START Input for this task

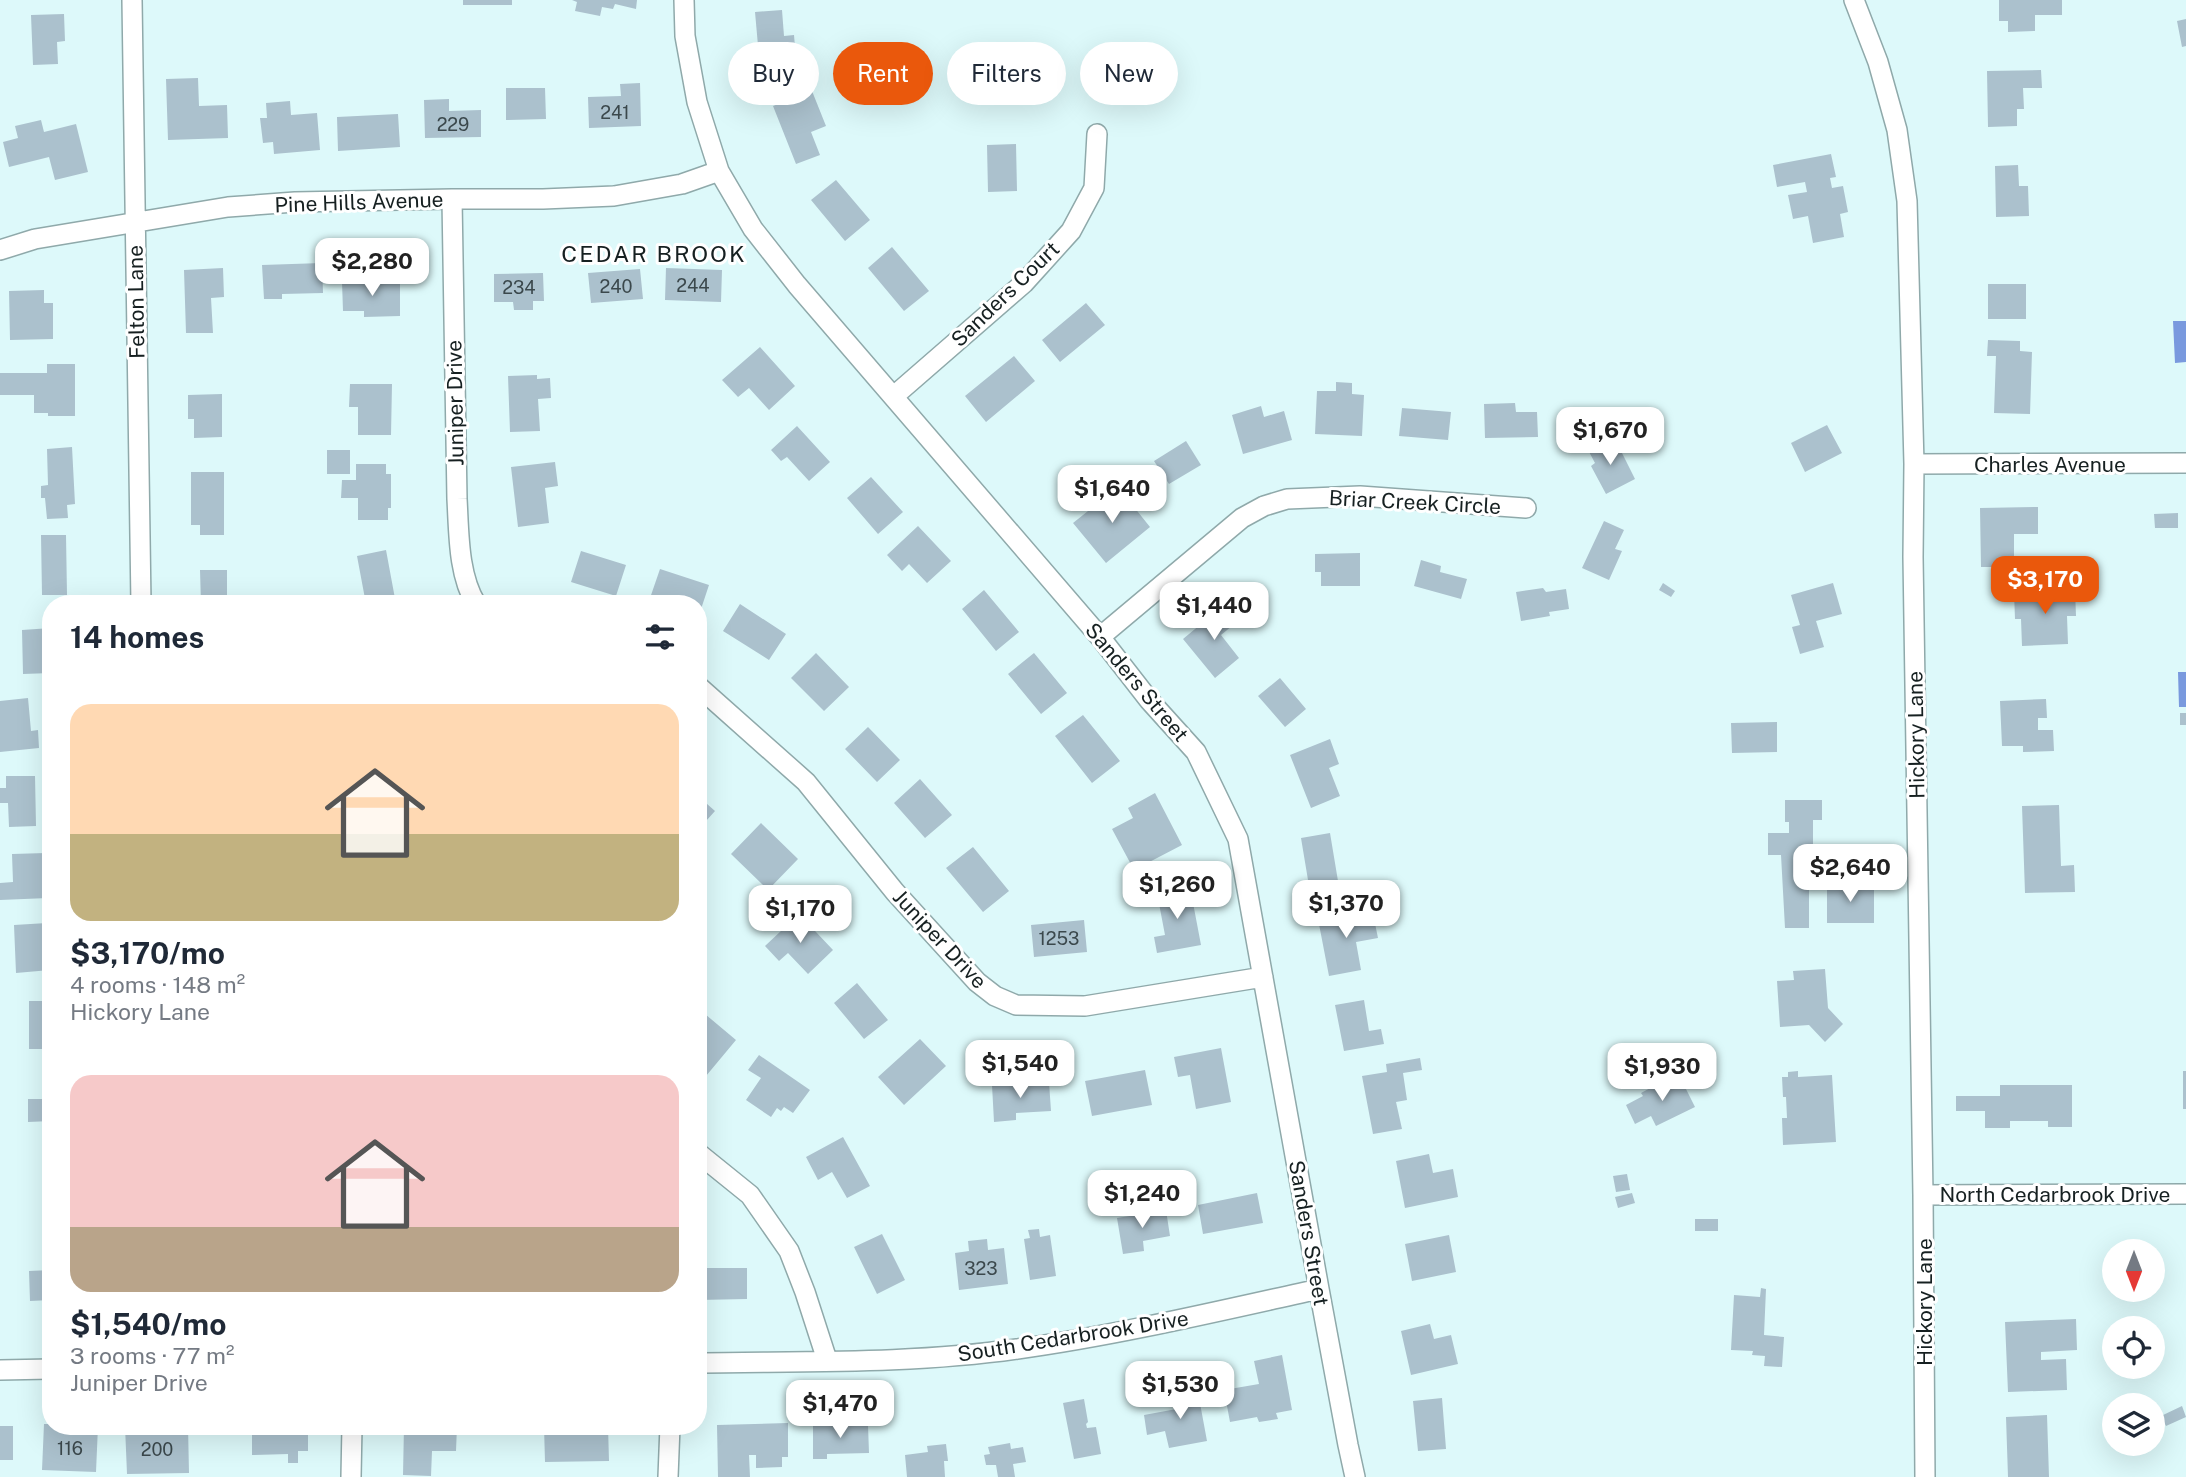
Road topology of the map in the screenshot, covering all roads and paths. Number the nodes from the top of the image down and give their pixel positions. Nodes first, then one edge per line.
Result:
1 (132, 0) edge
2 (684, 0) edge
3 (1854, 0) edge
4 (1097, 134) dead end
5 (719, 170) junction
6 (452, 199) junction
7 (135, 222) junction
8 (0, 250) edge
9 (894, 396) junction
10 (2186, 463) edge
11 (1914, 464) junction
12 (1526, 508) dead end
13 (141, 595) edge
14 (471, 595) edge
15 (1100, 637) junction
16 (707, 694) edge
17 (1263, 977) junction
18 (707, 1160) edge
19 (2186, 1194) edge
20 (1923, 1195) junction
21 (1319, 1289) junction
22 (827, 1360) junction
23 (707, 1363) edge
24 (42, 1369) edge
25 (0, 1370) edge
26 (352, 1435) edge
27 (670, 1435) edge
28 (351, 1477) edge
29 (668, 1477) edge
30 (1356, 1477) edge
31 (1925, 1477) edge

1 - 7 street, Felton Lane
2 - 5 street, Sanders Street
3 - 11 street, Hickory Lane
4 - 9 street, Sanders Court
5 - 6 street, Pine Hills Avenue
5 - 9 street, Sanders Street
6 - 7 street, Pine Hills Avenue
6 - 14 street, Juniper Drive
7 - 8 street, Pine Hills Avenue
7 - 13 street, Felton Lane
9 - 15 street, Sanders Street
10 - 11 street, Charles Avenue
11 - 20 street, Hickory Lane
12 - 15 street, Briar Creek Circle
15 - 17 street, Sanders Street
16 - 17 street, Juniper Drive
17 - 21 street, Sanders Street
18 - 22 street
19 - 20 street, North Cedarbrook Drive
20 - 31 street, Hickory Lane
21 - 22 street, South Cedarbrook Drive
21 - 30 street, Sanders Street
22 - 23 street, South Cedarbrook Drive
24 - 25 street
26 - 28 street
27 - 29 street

END Input for this task

• [Action item] Please retype the data exactly. The pictures do not go in.

• [Expected answer]
Road topology of the map in the screenshot, covering all roads and paths. Number the nodes from the top of the image down and give their pixel positions. Nodes first, then one edge per line.
Result:
1 (132, 0) edge
2 (684, 0) edge
3 (1854, 0) edge
4 (1097, 134) dead end
5 (719, 170) junction
6 (452, 199) junction
7 (135, 222) junction
8 (0, 250) edge
9 (894, 396) junction
10 (2186, 463) edge
11 (1914, 464) junction
12 (1526, 508) dead end
13 (141, 595) edge
14 (471, 595) edge
15 (1100, 637) junction
16 (707, 694) edge
17 (1263, 977) junction
18 (707, 1160) edge
19 (2186, 1194) edge
20 (1923, 1195) junction
21 (1319, 1289) junction
22 (827, 1360) junction
23 (707, 1363) edge
24 (42, 1369) edge
25 (0, 1370) edge
26 (352, 1435) edge
27 (670, 1435) edge
28 (351, 1477) edge
29 (668, 1477) edge
30 (1356, 1477) edge
31 (1925, 1477) edge

1 - 7 street, Felton Lane
2 - 5 street, Sanders Street
3 - 11 street, Hickory Lane
4 - 9 street, Sanders Court
5 - 6 street, Pine Hills Avenue
5 - 9 street, Sanders Street
6 - 7 street, Pine Hills Avenue
6 - 14 street, Juniper Drive
7 - 8 street, Pine Hills Avenue
7 - 13 street, Felton Lane
9 - 15 street, Sanders Street
10 - 11 street, Charles Avenue
11 - 20 street, Hickory Lane
12 - 15 street, Briar Creek Circle
15 - 17 street, Sanders Street
16 - 17 street, Juniper Drive
17 - 21 street, Sanders Street
18 - 22 street
19 - 20 street, North Cedarbrook Drive
20 - 31 street, Hickory Lane
21 - 22 street, South Cedarbrook Drive
21 - 30 street, Sanders Street
22 - 23 street, South Cedarbrook Drive
24 - 25 street
26 - 28 street
27 - 29 street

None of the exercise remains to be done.